I shouldn't have to say the obvious, but if you want to see if this impeachment effort is likely to succeed or not, then mostly ignore what Democrats and Never Trump Republicans are saying. Keep an eye on the following:
1. Cabinet and/or other administrative shake up--firings and resignations. 
2. Mike Pence distancing himself from Trump.
3. Trump increasing how often he holds rallies, as this seems like his main way of defending himself outside of Twitter. 
4. Sen. McConnell and Rep. McCarthy distancing themselves from Trump. 
5. GOP Govs not from New England supporting impeachment inquiry. 
6. Cruz-Lee faction in the Senate breaking w/ Trump. 
7. Graham's faction in the Senate breaking w/ Trump. 
8. Favorability polls dropping from 43-42% into the 30s consistently. 

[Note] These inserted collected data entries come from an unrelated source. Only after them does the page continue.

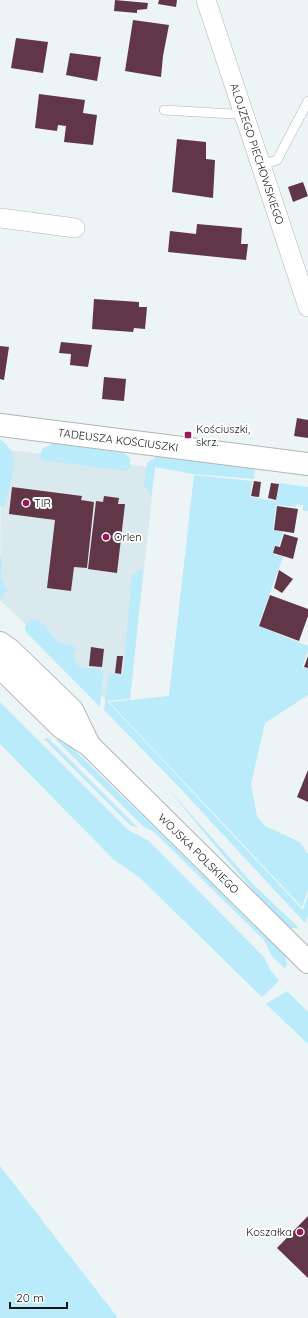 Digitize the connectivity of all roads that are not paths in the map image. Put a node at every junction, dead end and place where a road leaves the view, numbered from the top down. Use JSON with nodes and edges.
{"nodes":[{"id":1,"x":206,"y":0,"type":"edge"},
{"id":2,"x":308,"y":101,"type":"edge"},
{"id":3,"x":164,"y":110,"type":"dead end"},
{"id":4,"x":242,"y":111,"type":"junction"},
{"id":5,"x":261,"y":165,"type":"junction"},
{"id":6,"x":0,"y":218,"type":"edge"},
{"id":7,"x":75,"y":228,"type":"dead end"},
{"id":8,"x":308,"y":307,"type":"edge"},
{"id":9,"x":0,"y":425,"type":"edge"},
{"id":10,"x":308,"y":464,"type":"edge"},
{"id":11,"x":0,"y":643,"type":"edge"},
{"id":12,"x":0,"y":667,"type":"edge"},
{"id":13,"x":89,"y":745,"type":"junction"},
{"id":14,"x":308,"y":962,"type":"edge"}],
"edges":[{"from":1,"to":4,"type":"street","name":"ALOJZEGO PIECHOWSKIEGO"},
{"from":2,"to":5,"type":"lane"},
{"from":3,"to":4,"type":"lane"},
{"from":4,"to":5,"type":"street","name":"ALOJZEGO PIECHOWSKIEGO"},
{"from":5,"to":8,"type":"street","name":"ALOJZEGO PIECHOWSKIEGO"},
{"from":6,"to":7,"type":"street"},
{"from":9,"to":10,"type":"street","name":"TADEUSZA KOŚCIUSZKI"},
{"from":11,"to":13,"type":"street","name":"WOJSKA POLSKIEGO"},
{"from":12,"to":13,"type":"street","name":"WOJSKA POLSKIEGO"},
{"from":13,"to":14,"type":"street","name":"WOJSKA POLSKIEGO"}]}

9. FOX News giving more time to impeachment talk without defending the president (they'll go neutral). 
10. GOP primaries states that had cancelled the primaries considering reopening them. 
11. More GOP candidates considering a primary run, if it isn't too late. 
12. Polls showing clear Dem victories in all battleground states that were leaning GOP, like OH, NC, FL, IA, TX, GA, AZ. 
13. At least some calls by GOP members calling for Trump's resignation in the Capitol building. 
14. Giuliani turning on Trump or distancing himself from him at least. 
15. Trump's family trying to subtlety exit the administration so they don't get potentially dragged down with him. 
16. Most obvious sign? Melania distances herself from Trump.

I could possibly add, keep an eye on Joe Manchin too.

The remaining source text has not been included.